Try it: Scan the records that follow, and whenever a line has the word "Арчакова", copy it.

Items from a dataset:

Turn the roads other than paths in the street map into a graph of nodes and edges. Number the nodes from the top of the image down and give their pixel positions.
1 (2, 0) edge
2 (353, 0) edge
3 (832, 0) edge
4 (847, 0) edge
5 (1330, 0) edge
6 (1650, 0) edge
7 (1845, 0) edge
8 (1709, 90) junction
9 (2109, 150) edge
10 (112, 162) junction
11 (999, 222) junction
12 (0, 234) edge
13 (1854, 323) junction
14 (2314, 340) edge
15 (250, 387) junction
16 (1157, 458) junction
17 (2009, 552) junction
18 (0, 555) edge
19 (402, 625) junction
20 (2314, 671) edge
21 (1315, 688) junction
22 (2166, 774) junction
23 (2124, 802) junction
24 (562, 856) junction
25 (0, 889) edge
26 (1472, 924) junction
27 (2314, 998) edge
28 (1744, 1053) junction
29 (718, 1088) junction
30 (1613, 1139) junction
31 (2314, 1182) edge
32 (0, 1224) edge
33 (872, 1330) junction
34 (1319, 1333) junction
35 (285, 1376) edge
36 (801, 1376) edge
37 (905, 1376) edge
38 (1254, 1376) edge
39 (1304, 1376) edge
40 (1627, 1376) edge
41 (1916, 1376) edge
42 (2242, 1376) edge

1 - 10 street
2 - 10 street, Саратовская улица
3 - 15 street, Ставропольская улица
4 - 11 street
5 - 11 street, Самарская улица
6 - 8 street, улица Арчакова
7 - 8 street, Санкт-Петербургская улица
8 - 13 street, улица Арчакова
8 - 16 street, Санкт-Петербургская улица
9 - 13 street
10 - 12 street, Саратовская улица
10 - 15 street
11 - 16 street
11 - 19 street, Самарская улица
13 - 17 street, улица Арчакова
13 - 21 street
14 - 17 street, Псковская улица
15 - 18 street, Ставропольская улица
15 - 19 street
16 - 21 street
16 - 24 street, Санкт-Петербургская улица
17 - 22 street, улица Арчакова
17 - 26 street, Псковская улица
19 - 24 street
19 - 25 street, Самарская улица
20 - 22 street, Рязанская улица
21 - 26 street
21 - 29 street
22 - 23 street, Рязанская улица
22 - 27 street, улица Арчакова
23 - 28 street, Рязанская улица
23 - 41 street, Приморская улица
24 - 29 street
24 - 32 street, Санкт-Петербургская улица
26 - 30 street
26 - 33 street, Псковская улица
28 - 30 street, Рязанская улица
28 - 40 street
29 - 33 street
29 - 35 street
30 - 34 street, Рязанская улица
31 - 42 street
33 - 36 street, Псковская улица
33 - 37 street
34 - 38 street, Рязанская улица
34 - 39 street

...

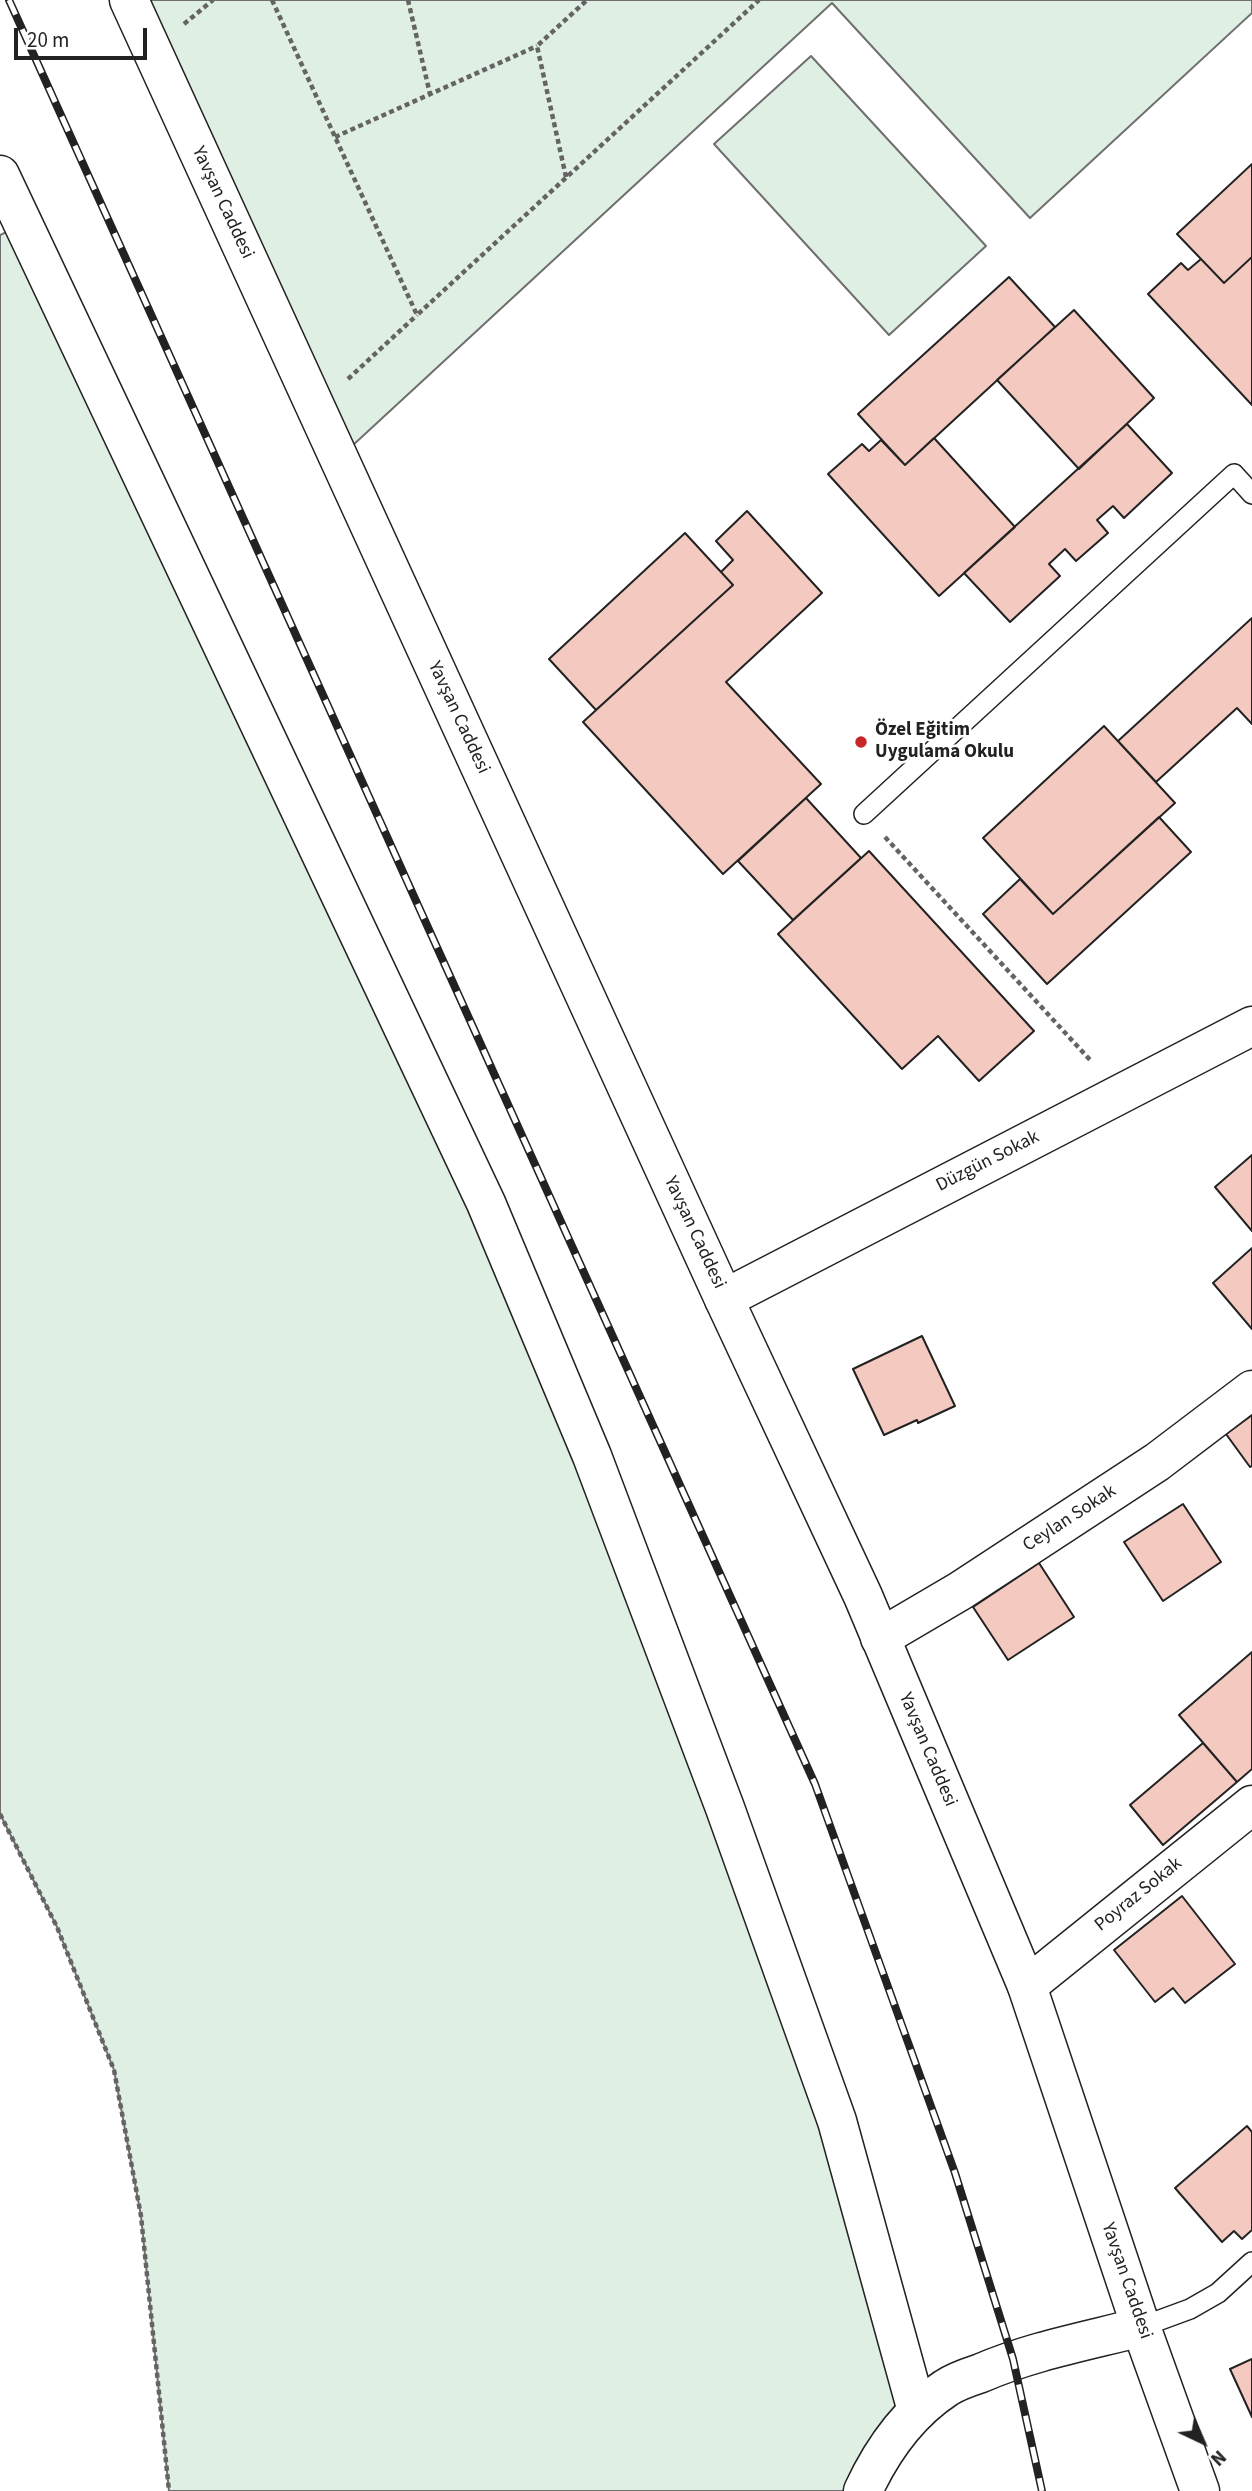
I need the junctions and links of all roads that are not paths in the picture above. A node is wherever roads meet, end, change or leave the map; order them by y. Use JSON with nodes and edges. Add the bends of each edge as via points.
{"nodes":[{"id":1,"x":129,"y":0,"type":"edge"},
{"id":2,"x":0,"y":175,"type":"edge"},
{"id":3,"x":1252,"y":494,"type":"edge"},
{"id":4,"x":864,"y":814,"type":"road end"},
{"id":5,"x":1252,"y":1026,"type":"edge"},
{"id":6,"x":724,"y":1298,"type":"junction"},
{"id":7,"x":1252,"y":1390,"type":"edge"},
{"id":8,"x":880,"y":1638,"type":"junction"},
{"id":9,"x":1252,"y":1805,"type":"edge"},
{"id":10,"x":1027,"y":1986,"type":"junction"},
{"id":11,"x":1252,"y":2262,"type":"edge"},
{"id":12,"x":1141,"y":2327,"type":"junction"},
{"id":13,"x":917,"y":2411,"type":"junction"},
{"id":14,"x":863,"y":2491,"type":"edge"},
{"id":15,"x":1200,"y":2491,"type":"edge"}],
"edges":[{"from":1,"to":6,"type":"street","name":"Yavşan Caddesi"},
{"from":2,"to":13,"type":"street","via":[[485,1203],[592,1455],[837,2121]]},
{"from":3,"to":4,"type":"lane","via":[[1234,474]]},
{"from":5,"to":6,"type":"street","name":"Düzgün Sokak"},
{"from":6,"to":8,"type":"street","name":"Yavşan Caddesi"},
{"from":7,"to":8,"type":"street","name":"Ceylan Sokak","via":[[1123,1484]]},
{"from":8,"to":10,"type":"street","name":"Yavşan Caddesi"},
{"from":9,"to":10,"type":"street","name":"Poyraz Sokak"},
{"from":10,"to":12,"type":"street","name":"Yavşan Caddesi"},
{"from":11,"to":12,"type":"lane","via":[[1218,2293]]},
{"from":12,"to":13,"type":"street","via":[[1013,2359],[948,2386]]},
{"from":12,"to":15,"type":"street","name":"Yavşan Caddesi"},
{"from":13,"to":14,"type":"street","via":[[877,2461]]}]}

Worked solution:
6 - 8 street, улица Арчакова
8 - 13 street, улица Арчакова
13 - 17 street, улица Арчакова
17 - 22 street, улица Арчакова
22 - 27 street, улица Арчакова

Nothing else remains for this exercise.